-- Task input follows --
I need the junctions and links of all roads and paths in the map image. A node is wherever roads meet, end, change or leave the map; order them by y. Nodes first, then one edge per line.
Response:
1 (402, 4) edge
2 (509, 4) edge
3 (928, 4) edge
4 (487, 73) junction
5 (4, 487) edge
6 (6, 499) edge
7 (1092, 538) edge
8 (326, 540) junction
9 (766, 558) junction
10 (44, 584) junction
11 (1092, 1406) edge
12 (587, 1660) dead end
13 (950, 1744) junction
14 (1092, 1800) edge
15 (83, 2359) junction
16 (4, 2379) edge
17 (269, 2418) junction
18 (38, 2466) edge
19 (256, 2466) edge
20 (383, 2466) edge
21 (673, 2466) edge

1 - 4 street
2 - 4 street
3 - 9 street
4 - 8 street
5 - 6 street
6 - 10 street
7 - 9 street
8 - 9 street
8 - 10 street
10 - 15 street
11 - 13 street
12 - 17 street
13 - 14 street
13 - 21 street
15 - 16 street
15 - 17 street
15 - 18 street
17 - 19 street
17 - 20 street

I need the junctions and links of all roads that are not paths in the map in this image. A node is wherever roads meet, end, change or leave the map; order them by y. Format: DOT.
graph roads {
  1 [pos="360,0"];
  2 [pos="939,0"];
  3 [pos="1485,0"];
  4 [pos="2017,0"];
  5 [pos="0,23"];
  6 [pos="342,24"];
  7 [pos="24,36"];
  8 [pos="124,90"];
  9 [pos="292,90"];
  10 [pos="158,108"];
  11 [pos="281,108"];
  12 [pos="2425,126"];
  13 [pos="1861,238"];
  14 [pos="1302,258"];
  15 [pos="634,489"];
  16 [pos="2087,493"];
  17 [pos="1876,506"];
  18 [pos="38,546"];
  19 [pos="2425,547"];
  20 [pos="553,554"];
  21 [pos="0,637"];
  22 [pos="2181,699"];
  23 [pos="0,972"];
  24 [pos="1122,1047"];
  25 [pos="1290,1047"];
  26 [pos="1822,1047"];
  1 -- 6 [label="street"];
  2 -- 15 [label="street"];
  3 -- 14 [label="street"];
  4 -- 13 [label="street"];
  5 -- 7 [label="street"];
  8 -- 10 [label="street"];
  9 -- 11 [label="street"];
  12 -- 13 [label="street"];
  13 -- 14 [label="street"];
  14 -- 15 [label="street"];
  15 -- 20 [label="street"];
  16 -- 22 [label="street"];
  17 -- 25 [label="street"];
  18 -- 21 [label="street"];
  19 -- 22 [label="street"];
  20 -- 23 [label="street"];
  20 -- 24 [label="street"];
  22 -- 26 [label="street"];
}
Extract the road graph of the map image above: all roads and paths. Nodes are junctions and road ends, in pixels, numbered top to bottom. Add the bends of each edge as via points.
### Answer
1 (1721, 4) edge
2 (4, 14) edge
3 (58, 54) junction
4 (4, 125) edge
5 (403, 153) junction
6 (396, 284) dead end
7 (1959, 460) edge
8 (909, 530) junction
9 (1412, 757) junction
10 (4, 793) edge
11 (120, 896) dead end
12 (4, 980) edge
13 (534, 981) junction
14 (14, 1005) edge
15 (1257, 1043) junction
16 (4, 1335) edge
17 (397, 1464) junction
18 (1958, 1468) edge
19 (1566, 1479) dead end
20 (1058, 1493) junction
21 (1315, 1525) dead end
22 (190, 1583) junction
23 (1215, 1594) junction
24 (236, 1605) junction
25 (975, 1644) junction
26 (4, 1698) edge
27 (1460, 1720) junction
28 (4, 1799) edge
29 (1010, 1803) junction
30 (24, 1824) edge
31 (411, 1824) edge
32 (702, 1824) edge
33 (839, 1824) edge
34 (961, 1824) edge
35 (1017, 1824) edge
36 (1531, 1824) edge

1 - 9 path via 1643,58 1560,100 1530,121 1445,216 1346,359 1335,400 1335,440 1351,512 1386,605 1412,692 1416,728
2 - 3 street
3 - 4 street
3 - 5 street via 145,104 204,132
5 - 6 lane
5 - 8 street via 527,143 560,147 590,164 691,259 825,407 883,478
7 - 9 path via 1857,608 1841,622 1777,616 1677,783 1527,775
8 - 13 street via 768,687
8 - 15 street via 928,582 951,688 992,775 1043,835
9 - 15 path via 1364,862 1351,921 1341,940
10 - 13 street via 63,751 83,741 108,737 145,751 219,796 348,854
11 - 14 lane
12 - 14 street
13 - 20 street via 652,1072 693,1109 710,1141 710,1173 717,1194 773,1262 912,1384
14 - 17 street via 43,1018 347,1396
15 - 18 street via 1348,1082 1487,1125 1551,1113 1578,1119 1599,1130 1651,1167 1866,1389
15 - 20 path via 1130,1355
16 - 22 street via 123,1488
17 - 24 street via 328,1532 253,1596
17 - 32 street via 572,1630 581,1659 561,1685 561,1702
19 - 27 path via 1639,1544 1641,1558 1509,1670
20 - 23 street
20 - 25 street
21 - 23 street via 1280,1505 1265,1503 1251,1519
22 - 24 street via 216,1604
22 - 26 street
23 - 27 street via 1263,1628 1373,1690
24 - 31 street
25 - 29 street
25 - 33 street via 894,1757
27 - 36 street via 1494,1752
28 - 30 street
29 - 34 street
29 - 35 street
-- Task input concluded --
### To do
Print each entry above word for word, leaving none out.

### Exercise response
I need the junctions and links of all roads and paths in the map image. A node is wherever roads meet, end, change or leave the map; order them by y. Nodes first, then one edge per line.
Response:
1 (402, 4) edge
2 (509, 4) edge
3 (928, 4) edge
4 (487, 73) junction
5 (4, 487) edge
6 (6, 499) edge
7 (1092, 538) edge
8 (326, 540) junction
9 (766, 558) junction
10 (44, 584) junction
11 (1092, 1406) edge
12 (587, 1660) dead end
13 (950, 1744) junction
14 (1092, 1800) edge
15 (83, 2359) junction
16 (4, 2379) edge
17 (269, 2418) junction
18 (38, 2466) edge
19 (256, 2466) edge
20 (383, 2466) edge
21 (673, 2466) edge

1 - 4 street
2 - 4 street
3 - 9 street
4 - 8 street
5 - 6 street
6 - 10 street
7 - 9 street
8 - 9 street
8 - 10 street
10 - 15 street
11 - 13 street
12 - 17 street
13 - 14 street
13 - 21 street
15 - 16 street
15 - 17 street
15 - 18 street
17 - 19 street
17 - 20 street

I need the junctions and links of all roads that are not paths in the map in this image. A node is wherever roads meet, end, change or leave the map; order them by y. Format: DOT.
graph roads {
  1 [pos="360,0"];
  2 [pos="939,0"];
  3 [pos="1485,0"];
  4 [pos="2017,0"];
  5 [pos="0,23"];
  6 [pos="342,24"];
  7 [pos="24,36"];
  8 [pos="124,90"];
  9 [pos="292,90"];
  10 [pos="158,108"];
  11 [pos="281,108"];
  12 [pos="2425,126"];
  13 [pos="1861,238"];
  14 [pos="1302,258"];
  15 [pos="634,489"];
  16 [pos="2087,493"];
  17 [pos="1876,506"];
  18 [pos="38,546"];
  19 [pos="2425,547"];
  20 [pos="553,554"];
  21 [pos="0,637"];
  22 [pos="2181,699"];
  23 [pos="0,972"];
  24 [pos="1122,1047"];
  25 [pos="1290,1047"];
  26 [pos="1822,1047"];
  1 -- 6 [label="street"];
  2 -- 15 [label="street"];
  3 -- 14 [label="street"];
  4 -- 13 [label="street"];
  5 -- 7 [label="street"];
  8 -- 10 [label="street"];
  9 -- 11 [label="street"];
  12 -- 13 [label="street"];
  13 -- 14 [label="street"];
  14 -- 15 [label="street"];
  15 -- 20 [label="street"];
  16 -- 22 [label="street"];
  17 -- 25 [label="street"];
  18 -- 21 [label="street"];
  19 -- 22 [label="street"];
  20 -- 23 [label="street"];
  20 -- 24 [label="street"];
  22 -- 26 [label="street"];
}
Extract the road graph of the map image above: all roads and paths. Nodes are junctions and road ends, in pixels, numbered top to bottom. Add the bends of each edge as via points.
### Answer
1 (1721, 4) edge
2 (4, 14) edge
3 (58, 54) junction
4 (4, 125) edge
5 (403, 153) junction
6 (396, 284) dead end
7 (1959, 460) edge
8 (909, 530) junction
9 (1412, 757) junction
10 (4, 793) edge
11 (120, 896) dead end
12 (4, 980) edge
13 (534, 981) junction
14 (14, 1005) edge
15 (1257, 1043) junction
16 (4, 1335) edge
17 (397, 1464) junction
18 (1958, 1468) edge
19 (1566, 1479) dead end
20 (1058, 1493) junction
21 (1315, 1525) dead end
22 (190, 1583) junction
23 (1215, 1594) junction
24 (236, 1605) junction
25 (975, 1644) junction
26 (4, 1698) edge
27 (1460, 1720) junction
28 (4, 1799) edge
29 (1010, 1803) junction
30 (24, 1824) edge
31 (411, 1824) edge
32 (702, 1824) edge
33 (839, 1824) edge
34 (961, 1824) edge
35 (1017, 1824) edge
36 (1531, 1824) edge

1 - 9 path via 1643,58 1560,100 1530,121 1445,216 1346,359 1335,400 1335,440 1351,512 1386,605 1412,692 1416,728
2 - 3 street
3 - 4 street
3 - 5 street via 145,104 204,132
5 - 6 lane
5 - 8 street via 527,143 560,147 590,164 691,259 825,407 883,478
7 - 9 path via 1857,608 1841,622 1777,616 1677,783 1527,775
8 - 13 street via 768,687
8 - 15 street via 928,582 951,688 992,775 1043,835
9 - 15 path via 1364,862 1351,921 1341,940
10 - 13 street via 63,751 83,741 108,737 145,751 219,796 348,854
11 - 14 lane
12 - 14 street
13 - 20 street via 652,1072 693,1109 710,1141 710,1173 717,1194 773,1262 912,1384
14 - 17 street via 43,1018 347,1396
15 - 18 street via 1348,1082 1487,1125 1551,1113 1578,1119 1599,1130 1651,1167 1866,1389
15 - 20 path via 1130,1355
16 - 22 street via 123,1488
17 - 24 street via 328,1532 253,1596
17 - 32 street via 572,1630 581,1659 561,1685 561,1702
19 - 27 path via 1639,1544 1641,1558 1509,1670
20 - 23 street
20 - 25 street
21 - 23 street via 1280,1505 1265,1503 1251,1519
22 - 24 street via 216,1604
22 - 26 street
23 - 27 street via 1263,1628 1373,1690
24 - 31 street
25 - 29 street
25 - 33 street via 894,1757
27 - 36 street via 1494,1752
28 - 30 street
29 - 34 street
29 - 35 street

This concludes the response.